## What the task requires
Would you find each line in the entries below with the string "Nelson" and copy it?

## Input data
===============
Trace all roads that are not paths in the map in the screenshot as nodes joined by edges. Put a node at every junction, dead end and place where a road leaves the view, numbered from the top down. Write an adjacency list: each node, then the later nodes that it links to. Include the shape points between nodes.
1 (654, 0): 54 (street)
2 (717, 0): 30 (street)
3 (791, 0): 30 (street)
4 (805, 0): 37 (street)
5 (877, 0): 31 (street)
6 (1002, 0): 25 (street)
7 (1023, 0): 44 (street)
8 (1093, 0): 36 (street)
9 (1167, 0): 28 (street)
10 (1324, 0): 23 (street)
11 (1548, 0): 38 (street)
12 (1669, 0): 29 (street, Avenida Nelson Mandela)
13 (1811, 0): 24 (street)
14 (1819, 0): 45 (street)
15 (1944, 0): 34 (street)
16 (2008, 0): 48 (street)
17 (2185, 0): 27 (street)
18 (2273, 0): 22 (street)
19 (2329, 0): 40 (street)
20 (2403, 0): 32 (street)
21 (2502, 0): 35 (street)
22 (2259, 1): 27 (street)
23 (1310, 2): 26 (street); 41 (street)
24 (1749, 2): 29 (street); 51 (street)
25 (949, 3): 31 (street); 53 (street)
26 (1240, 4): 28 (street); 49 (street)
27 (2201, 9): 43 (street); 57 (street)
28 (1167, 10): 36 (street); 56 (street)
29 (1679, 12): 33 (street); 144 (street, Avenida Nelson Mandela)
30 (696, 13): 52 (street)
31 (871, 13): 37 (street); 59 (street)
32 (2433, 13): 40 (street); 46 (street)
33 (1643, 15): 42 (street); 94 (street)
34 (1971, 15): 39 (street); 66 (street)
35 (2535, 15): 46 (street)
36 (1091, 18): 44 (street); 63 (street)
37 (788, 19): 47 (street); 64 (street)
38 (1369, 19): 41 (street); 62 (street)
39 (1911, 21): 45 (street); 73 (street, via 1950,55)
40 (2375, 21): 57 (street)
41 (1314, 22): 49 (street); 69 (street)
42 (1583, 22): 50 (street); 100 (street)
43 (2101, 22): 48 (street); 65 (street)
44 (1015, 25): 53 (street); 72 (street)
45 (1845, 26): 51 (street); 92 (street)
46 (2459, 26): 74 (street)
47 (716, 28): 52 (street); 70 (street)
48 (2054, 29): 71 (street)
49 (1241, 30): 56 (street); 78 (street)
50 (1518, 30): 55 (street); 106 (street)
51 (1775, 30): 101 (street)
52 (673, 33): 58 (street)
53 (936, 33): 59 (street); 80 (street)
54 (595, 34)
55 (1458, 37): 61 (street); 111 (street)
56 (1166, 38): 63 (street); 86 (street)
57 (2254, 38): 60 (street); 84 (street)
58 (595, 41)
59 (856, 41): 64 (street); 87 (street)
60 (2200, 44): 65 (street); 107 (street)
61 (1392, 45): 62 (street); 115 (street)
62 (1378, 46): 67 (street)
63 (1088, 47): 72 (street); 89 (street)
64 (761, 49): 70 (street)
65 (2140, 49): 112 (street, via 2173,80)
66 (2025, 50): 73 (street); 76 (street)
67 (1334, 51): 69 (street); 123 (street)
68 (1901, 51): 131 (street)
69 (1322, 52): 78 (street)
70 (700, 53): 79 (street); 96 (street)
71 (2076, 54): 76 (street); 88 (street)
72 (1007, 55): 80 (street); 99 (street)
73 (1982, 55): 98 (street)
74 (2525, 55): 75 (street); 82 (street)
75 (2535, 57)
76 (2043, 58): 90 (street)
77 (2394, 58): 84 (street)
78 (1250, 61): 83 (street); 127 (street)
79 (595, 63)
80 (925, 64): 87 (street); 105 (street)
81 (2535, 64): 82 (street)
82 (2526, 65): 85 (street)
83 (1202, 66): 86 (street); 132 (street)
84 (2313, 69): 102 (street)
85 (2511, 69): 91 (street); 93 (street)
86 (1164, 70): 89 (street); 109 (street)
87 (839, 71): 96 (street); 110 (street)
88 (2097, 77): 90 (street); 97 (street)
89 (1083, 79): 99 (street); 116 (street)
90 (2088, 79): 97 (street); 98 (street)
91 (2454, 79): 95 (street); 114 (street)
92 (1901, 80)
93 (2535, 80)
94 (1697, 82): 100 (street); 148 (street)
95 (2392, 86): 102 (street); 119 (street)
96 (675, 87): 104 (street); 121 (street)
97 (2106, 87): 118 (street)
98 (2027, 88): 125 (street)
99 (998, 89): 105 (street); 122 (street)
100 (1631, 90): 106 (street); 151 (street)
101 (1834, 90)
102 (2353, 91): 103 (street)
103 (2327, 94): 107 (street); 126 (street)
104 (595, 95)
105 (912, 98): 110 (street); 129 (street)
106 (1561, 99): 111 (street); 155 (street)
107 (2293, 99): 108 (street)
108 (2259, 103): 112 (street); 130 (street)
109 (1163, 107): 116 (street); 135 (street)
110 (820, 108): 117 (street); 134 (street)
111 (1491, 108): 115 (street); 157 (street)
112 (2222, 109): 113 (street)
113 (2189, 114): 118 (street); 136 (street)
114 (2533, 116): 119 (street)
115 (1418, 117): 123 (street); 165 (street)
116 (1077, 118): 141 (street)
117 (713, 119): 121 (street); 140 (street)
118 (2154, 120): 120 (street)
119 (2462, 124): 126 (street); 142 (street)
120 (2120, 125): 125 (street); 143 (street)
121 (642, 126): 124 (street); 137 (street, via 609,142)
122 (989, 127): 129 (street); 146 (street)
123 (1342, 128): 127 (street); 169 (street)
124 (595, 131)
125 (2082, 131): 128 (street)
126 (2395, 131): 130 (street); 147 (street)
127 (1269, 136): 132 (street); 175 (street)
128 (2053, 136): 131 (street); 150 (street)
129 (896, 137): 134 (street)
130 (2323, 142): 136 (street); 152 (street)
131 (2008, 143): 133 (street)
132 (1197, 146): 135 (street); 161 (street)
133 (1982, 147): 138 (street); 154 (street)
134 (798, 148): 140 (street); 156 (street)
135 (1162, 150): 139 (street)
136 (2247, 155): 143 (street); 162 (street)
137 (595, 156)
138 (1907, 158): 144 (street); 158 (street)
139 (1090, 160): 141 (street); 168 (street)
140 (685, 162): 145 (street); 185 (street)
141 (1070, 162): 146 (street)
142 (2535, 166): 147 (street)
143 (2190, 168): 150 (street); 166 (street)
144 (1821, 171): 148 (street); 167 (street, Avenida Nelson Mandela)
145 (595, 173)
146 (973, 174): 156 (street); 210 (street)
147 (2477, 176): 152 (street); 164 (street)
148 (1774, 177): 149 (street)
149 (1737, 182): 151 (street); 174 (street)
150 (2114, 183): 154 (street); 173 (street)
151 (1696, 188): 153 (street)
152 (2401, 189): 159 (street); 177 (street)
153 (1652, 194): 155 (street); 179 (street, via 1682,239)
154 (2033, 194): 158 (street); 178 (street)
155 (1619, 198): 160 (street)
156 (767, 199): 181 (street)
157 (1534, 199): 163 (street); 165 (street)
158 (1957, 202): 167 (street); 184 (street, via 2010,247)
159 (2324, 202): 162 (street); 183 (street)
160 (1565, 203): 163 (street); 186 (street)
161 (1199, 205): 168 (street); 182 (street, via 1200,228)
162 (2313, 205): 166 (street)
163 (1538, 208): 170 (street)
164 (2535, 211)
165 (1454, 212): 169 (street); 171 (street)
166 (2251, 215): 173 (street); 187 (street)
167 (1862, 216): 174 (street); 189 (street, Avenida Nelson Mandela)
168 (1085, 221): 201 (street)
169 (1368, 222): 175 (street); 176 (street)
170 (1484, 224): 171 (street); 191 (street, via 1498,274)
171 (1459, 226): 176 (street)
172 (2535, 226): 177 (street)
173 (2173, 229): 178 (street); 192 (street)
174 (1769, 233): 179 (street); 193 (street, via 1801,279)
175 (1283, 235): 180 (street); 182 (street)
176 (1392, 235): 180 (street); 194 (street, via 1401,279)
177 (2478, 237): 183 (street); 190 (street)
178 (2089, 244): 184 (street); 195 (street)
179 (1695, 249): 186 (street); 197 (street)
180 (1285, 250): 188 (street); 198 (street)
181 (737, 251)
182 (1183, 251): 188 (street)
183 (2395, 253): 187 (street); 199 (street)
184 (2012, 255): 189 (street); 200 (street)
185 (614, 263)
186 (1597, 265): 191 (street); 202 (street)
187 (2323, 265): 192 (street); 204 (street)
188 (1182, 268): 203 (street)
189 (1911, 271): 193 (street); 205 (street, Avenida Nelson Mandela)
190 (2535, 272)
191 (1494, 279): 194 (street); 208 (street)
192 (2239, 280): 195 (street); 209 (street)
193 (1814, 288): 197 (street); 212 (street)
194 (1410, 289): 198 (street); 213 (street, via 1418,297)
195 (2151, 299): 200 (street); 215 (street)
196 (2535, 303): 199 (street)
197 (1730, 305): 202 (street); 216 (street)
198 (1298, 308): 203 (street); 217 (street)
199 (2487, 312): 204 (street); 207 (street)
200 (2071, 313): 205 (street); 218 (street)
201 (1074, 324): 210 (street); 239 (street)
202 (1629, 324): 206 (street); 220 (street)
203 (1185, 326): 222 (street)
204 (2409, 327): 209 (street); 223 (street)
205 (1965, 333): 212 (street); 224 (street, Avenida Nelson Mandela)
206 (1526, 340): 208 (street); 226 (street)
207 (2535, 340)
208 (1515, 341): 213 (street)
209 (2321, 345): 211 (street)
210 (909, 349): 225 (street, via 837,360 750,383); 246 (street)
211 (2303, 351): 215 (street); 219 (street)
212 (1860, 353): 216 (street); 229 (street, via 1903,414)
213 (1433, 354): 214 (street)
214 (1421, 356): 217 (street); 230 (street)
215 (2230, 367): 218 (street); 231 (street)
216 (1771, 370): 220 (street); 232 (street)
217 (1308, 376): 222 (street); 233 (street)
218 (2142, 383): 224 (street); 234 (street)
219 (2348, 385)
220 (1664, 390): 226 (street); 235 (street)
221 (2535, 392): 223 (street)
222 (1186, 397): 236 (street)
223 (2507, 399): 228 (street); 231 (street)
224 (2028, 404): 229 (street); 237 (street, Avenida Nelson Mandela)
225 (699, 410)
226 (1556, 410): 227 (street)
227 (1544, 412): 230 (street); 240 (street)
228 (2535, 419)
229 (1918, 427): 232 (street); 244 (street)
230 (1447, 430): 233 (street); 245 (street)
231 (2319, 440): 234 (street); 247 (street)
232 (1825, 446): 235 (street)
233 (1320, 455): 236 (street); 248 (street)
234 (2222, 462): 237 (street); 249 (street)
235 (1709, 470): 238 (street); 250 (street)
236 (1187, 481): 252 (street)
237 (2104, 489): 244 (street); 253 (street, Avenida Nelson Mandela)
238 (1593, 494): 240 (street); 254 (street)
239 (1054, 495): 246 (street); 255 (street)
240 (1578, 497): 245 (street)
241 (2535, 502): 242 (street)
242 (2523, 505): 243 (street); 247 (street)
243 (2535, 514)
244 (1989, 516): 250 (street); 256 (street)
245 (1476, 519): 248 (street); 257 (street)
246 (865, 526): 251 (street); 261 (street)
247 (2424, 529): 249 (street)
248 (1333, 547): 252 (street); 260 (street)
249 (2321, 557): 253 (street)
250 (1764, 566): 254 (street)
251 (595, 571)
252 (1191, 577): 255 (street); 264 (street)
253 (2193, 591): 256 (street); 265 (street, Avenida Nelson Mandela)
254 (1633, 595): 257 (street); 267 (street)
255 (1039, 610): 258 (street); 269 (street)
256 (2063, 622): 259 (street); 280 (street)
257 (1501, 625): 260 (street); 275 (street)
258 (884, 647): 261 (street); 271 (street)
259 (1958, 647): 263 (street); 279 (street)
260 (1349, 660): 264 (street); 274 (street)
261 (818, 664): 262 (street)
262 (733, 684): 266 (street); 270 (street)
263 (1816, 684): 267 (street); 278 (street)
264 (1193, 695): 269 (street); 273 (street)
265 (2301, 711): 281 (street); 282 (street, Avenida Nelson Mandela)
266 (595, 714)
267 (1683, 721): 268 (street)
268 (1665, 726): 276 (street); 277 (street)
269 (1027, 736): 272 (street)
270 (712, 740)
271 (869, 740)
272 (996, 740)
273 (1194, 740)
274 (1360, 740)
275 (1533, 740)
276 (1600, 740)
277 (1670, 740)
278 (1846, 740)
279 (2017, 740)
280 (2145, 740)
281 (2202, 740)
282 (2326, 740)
===============
## Exercise result
12 (1669, 0): 29 (street, Avenida Nelson Mandela)
29 (1679, 12): 33 (street); 144 (street, Avenida Nelson Mandela)
144 (1821, 171): 148 (street); 167 (street, Avenida Nelson Mandela)
167 (1862, 216): 174 (street); 189 (street, Avenida Nelson Mandela)
189 (1911, 271): 193 (street); 205 (street, Avenida Nelson Mandela)
205 (1965, 333): 212 (street); 224 (street, Avenida Nelson Mandela)
224 (2028, 404): 229 (street); 237 (street, Avenida Nelson Mandela)
237 (2104, 489): 244 (street); 253 (street, Avenida Nelson Mandela)
253 (2193, 591): 256 (street); 265 (street, Avenida Nelson Mandela)
265 (2301, 711): 281 (street); 282 (street, Avenida Nelson Mandela)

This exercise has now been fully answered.